_Try it_. Transcribe verbatim the span of lines that opens with the line containing "Digitize the connectivity" and closes with the last line of the data below.

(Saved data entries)
◆ ◆ ◆ ◆

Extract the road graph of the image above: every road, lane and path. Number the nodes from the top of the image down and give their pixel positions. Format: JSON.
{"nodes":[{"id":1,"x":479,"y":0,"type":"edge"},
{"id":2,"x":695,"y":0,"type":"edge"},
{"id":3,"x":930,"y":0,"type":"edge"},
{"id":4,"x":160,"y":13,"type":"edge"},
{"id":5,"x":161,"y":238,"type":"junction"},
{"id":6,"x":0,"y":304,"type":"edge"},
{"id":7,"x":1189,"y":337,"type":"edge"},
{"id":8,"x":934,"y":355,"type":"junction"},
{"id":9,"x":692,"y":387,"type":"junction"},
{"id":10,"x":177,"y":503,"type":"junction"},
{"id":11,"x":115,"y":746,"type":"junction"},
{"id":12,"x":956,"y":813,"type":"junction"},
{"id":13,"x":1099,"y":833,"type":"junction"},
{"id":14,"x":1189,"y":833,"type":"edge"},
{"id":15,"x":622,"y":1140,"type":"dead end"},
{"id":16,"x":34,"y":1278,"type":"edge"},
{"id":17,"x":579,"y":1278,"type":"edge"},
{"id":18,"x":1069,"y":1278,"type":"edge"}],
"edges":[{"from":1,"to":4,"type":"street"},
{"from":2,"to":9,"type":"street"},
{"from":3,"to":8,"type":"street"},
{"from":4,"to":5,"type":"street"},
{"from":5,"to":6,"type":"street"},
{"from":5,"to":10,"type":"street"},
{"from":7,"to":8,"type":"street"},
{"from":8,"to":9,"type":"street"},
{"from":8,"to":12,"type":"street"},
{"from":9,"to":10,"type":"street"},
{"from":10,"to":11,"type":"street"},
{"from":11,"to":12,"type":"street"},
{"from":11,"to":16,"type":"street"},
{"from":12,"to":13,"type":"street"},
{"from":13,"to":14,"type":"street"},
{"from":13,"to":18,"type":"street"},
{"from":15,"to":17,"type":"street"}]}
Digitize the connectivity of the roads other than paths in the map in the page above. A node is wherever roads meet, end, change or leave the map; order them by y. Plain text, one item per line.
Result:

◆ ◆ ◆ ◆

_Written response_.
Digitize the connectivity of the roads other than paths in the map in the page above. A node is wherever roads meet, end, change or leave the map; order them by y. Plain text, one item per line.
Result:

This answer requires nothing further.